The Dutch farmers figured out a great way to escalate their protest without burning a single tire on the freeway. Since nobody in the media wants to cover their demonstrations, they decided to gather where the media is guaranteed to be filming and photo-bomb the coverage with their message. Several hundred agricultural freedom fighters lined their tractors up along the La Vuelta bicycle race course.
No farmers, no food
Several hundred angry farmers “are gathered in Woudenberg for a demonstration of Agractie during the second stage of La Vuelta.” Dutch outlets are reporting that “tractors, agricultural vehicles and trucks line the route in a long line and there are many inverted flags, where cyclists will pass through around 4 p.m. on Saturday.”
Their action group spokesman said Friday, August 19, that they expect “thousands of people and hundreds of tractors on the action area next to the route in Woudenberg.”
Agractie leader Bart Kemp is “satisfied” with Saturday’s turn out.

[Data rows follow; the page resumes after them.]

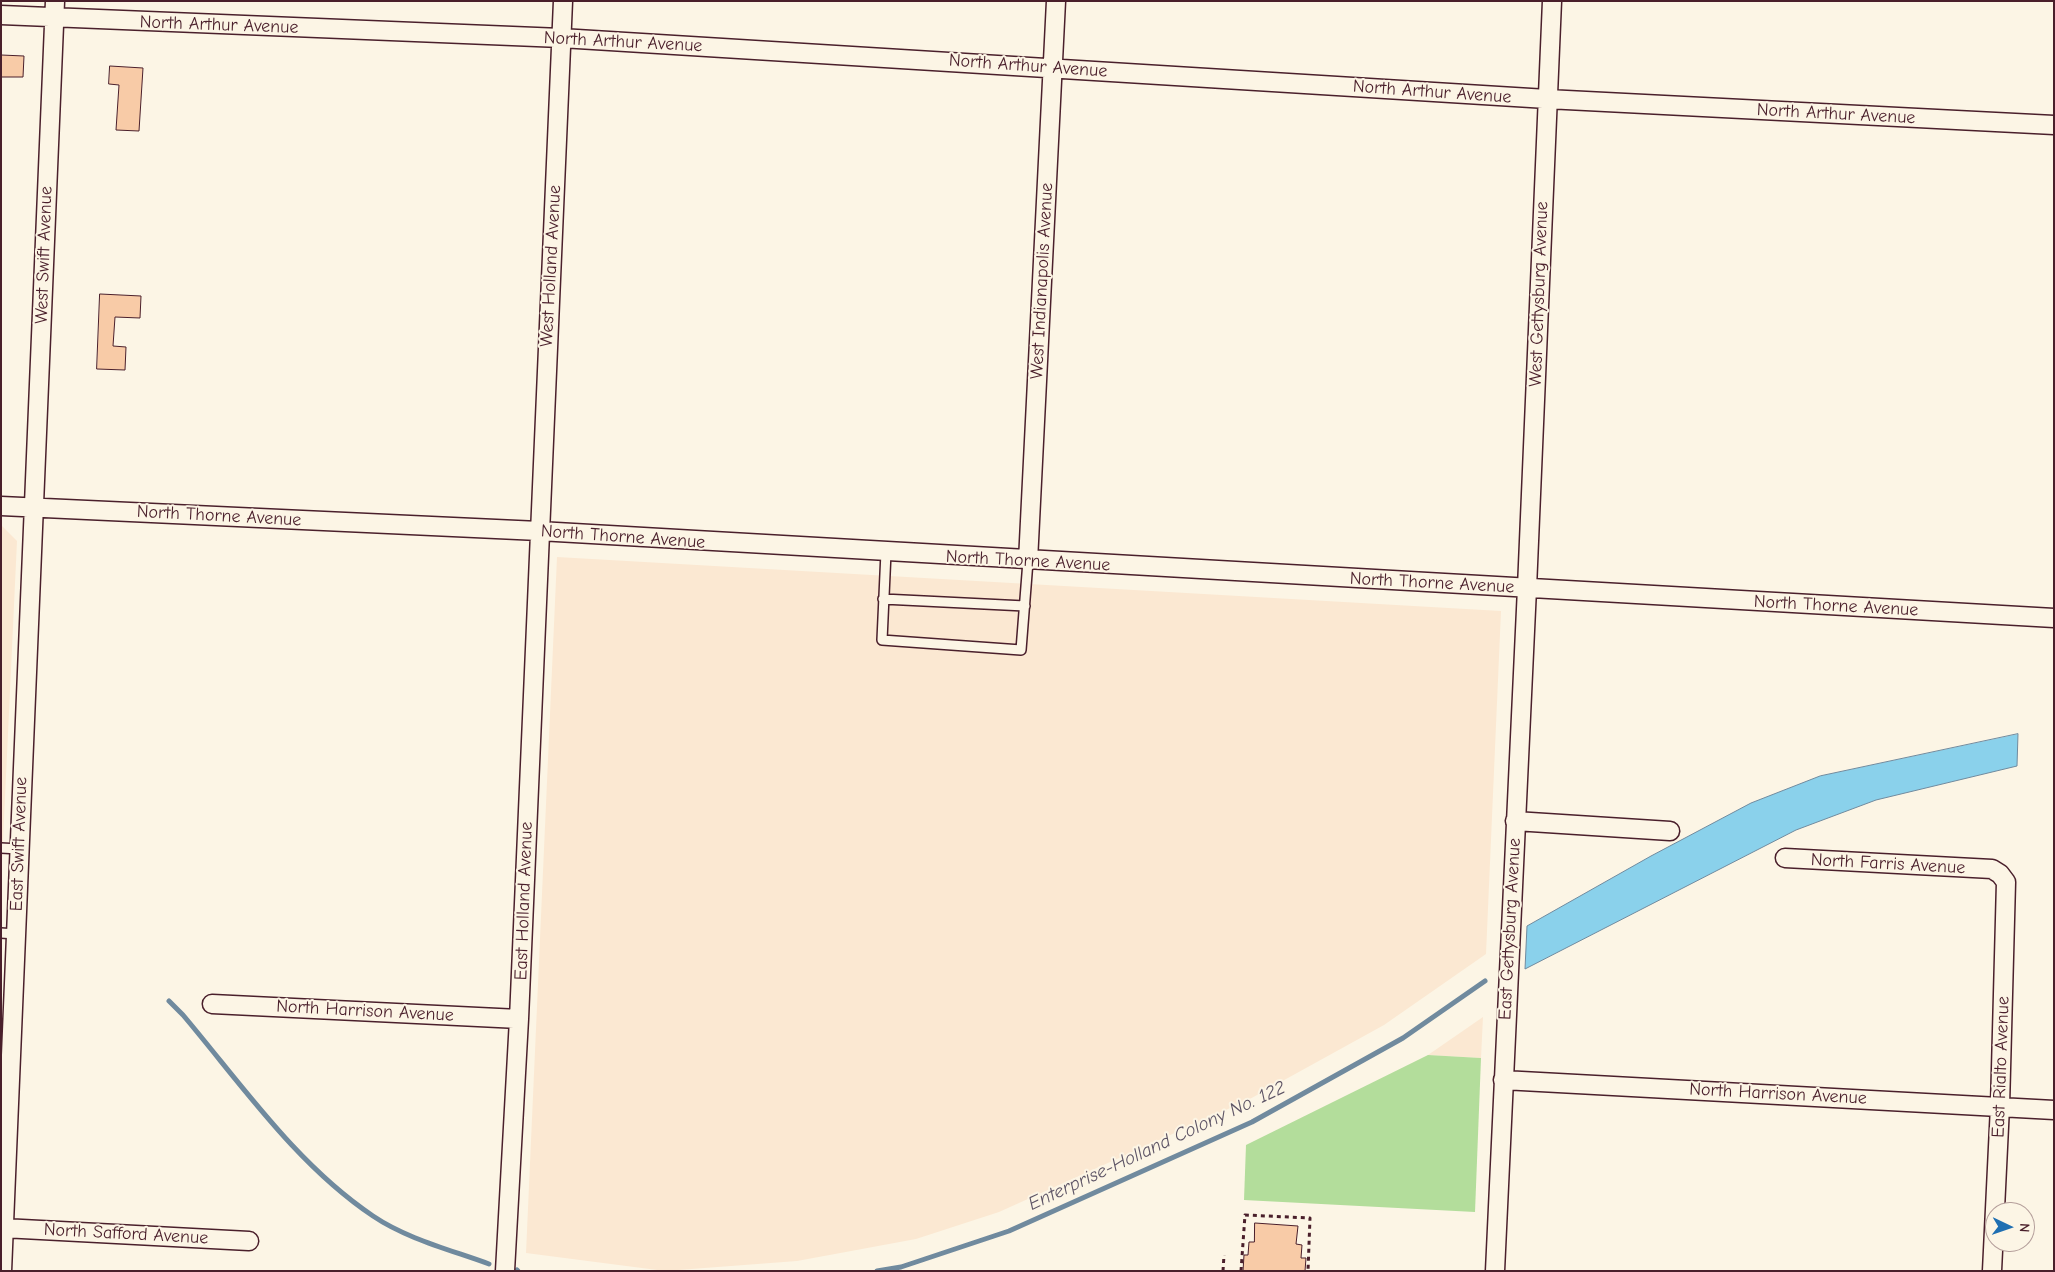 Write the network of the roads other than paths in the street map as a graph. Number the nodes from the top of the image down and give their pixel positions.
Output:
1 (55, 1) edge
2 (562, 1) edge
3 (1056, 1) edge
4 (1552, 1) edge
5 (1, 15) edge
6 (54, 19) junction
7 (561, 38) junction
8 (1053, 67) junction
9 (1547, 99) junction
10 (2054, 125) edge
11 (1, 506) edge
12 (34, 508) junction
13 (539, 531) junction
14 (886, 552) junction
15 (1028, 561) junction
16 (1527, 588) junction
17 (883, 599) junction
18 (1025, 606) junction
19 (2054, 618) edge
20 (1515, 822) junction
21 (1670, 831) dead end
22 (1, 848) edge
23 (19, 849) junction
24 (1785, 858) dead end
25 (1992, 869) joint
26 (8, 933) edge
27 (212, 1004) dead end
28 (519, 1019) junction
29 (1503, 1080) junction
30 (2000, 1106) junction
31 (2054, 1110) edge
32 (3, 1228) junction
33 (249, 1241) dead end
34 (2, 1271) edge
35 (505, 1271) edge
36 (1495, 1271) edge
37 (1992, 1271) edge

1 - 6 street, West Swift Avenue
2 - 7 street, West Holland Avenue
3 - 8 street, West Indianapolis Avenue
4 - 9 street, West Gettysburg Avenue
5 - 6 street, North Arthur Avenue
6 - 7 street, North Arthur Avenue
6 - 12 street, West Swift Avenue
7 - 8 street, North Arthur Avenue
7 - 13 street, West Holland Avenue
8 - 9 street, North Arthur Avenue
8 - 15 street, West Indianapolis Avenue
9 - 10 street, North Arthur Avenue
9 - 16 street, West Gettysburg Avenue
11 - 12 street, North Thorne Avenue
12 - 13 street, North Thorne Avenue
12 - 23 street, East Swift Avenue
13 - 14 street, North Thorne Avenue
13 - 28 street, East Holland Avenue
14 - 15 street, North Thorne Avenue
14 - 17 lane
15 - 16 street, North Thorne Avenue
15 - 18 lane
16 - 19 street, North Thorne Avenue
16 - 20 street, East Gettysburg Avenue
17 - 18 lane
17 - 18 lane
20 - 21 street
20 - 29 street, East Gettysburg Avenue
22 - 23 lane
23 - 26 street, East Swift Avenue
24 - 25 street, North Farris Avenue
25 - 30 street, East Rialto Avenue
26 - 32 street, East Swift Avenue
27 - 28 street, North Harrison Avenue
28 - 35 street, East Holland Avenue
29 - 30 street, North Harrison Avenue
29 - 36 street, East Gettysburg Avenue
30 - 31 street, North Harrison Avenue
30 - 37 street, East Rialto Avenue
32 - 33 street, North Safford Avenue
32 - 34 street, East Swift Avenue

The action, he notes, “is intended to protest against the nitrogen measures that the Cabinet wants to take.”
#dutchfarmers pic.twitter.com/O1oihLDQsE
— Enelra 💚 🇵🇠🌺 🇲🇾 🇸🇬 (@EOtirolf) August 20, 2022
He also assured the public that “there will be no blockades.” They want the race to go smoothly. “A little before 2 a.m., cyclists passed the first farmers protests in Den Bosch without issue.”
The key to the whole idea is that the “Tour of Spain is also broadcast abroad.” The farmers made sure they have a collection of slogans in English. Particularly, “Save the farmer” and “SOS Dutch Farmers.”
They spelled the SOS one out in hay bales for a great 3-D effect when seen from the air. “The activists want to send a signal internationally and express their concern.” They picked the right event for that.
Broadcast in 130 countries
The La Vuelta race is “broadcast in 130 countries and attracts 100 million viewers, the organization emphasizes.”
The farmers simply have to do this. It is “a pity that actions are needed,” but “if necessary, we will simply step it up again,” organizer Wim Veldhuizen promises. Cracks are finally starting to appear in the government opposition.
As Bart Kemp noted in a speech, not every government minister injected the Great Reset Kool-Aid. He “praised CDA leader and minister Wopke Hoekstra, who said in the AD on Friday that his party no longer necessarily finds it necessary that the targets for nitrogen reduction are already achieved in 2030, as agreed in the coalition agreement.”
Lost in the translation there is the idea that killing the farmers isn’t as much of a “done deal” as Mark Rutte thinks.
“Yesterday, Wopke Hoekstra was the first to come out. It took a considerable period of strong insistence to get him to this point. But the egg has been laid and he has said plainly: the critical deposition value must be out of the law and we have to start over.”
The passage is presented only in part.